Desson Howe of The Washington Post called it "an entertaining, surreal journey" that is "funnier and livelier than the original." Janet Maslin of The New York Times called it "amusing but sloppy and overcomplicated". Roger Ebert gave the film 3 out of a possible 4 stars, writing, "It's the kind of movie where you start out snickering in spite of yourself, and end up actually admiring the originality that went into creating this hallucinatory slapstick." (Ebert did not see or review the first film.) Dave Kehr, then of the Chicago Tribune, also gave the film 3 stars. He stated that it is unusual for an Ingmar Bergman parody to show up in a teen comedy, and referred to the film as a "genuine pleasure." Gene Siskel, also of the Tribune, gave the film only 2½ stars, but did say that the second film was better than the first. Leonard Maltin also gave Bogus Journey 2½ stars, a half-star more than he gave to Excellent Adventure. Variety wrote that the film has "a few triumphant moments, but not enough to sustain [the] pic's running time."

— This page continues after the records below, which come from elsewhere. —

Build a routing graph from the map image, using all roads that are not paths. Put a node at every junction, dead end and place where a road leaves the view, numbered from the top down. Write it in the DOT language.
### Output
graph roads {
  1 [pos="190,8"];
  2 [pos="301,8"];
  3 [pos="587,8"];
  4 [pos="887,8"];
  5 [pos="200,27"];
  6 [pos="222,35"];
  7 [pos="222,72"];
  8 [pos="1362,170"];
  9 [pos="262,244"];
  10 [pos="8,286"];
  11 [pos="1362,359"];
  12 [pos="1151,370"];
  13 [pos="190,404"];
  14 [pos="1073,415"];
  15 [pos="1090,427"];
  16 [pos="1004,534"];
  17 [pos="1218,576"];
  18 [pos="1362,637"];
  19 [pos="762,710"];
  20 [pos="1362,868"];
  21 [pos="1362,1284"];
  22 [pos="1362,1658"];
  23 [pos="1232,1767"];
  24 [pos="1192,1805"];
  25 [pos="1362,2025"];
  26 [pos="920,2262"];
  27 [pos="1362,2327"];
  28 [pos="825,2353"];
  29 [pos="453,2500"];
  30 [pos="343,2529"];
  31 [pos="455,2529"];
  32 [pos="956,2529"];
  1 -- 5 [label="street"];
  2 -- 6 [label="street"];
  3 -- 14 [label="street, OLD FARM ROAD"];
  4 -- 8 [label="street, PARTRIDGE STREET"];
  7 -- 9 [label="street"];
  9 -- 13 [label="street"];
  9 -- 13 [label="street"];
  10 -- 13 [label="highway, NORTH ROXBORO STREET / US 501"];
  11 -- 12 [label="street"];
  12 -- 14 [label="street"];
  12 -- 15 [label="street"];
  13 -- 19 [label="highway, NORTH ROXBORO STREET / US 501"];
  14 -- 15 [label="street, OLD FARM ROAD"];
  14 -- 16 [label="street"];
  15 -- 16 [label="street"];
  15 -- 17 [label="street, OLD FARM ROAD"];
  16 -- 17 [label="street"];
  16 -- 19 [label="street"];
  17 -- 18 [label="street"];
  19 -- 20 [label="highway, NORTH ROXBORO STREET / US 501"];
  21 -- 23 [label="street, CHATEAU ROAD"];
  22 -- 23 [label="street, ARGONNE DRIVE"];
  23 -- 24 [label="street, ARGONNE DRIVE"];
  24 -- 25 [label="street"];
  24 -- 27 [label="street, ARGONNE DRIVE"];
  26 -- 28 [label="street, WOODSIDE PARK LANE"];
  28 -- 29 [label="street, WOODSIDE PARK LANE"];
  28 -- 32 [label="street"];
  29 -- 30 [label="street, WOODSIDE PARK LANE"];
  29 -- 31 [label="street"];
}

==Marvel Comics adaptation==

To coincide with the release of Bill & Ted's Bogus Journey, Marvel Comics released a one-shot comic book adaptation of the film, hiring Evan Dorkin to adapt the screenplay and pencil the art. Like Archie Goodwin's adaptation of the first Star Wars film, Dorkin worked from the original script, which included many deleted scenes such as the fears from Hell attempting to block Bill and Ted from the concert, and Evil Bill and Ted killing Bill and Ted before they remind the Reaper that they are owed lives from beating him so many times. Death was portrayed as the archetypal skeletal figure. Due to the popularity of the comic, Marvel commissioned a spin-off series, Bill & Ted's Excellent Comic Book, which kept the talents of Dorkin, DeStefano, and Severin. The series ran for 12 issues, featuring original stories, such as Death taking a vacation, a medieval version of Bill and Ted, Bill and Ted gaining a band manager, a return by De Nomolos, an attempt to stop John Wilkes Booth, and meeting Little Bill and Ted from the future, who in this version were boys.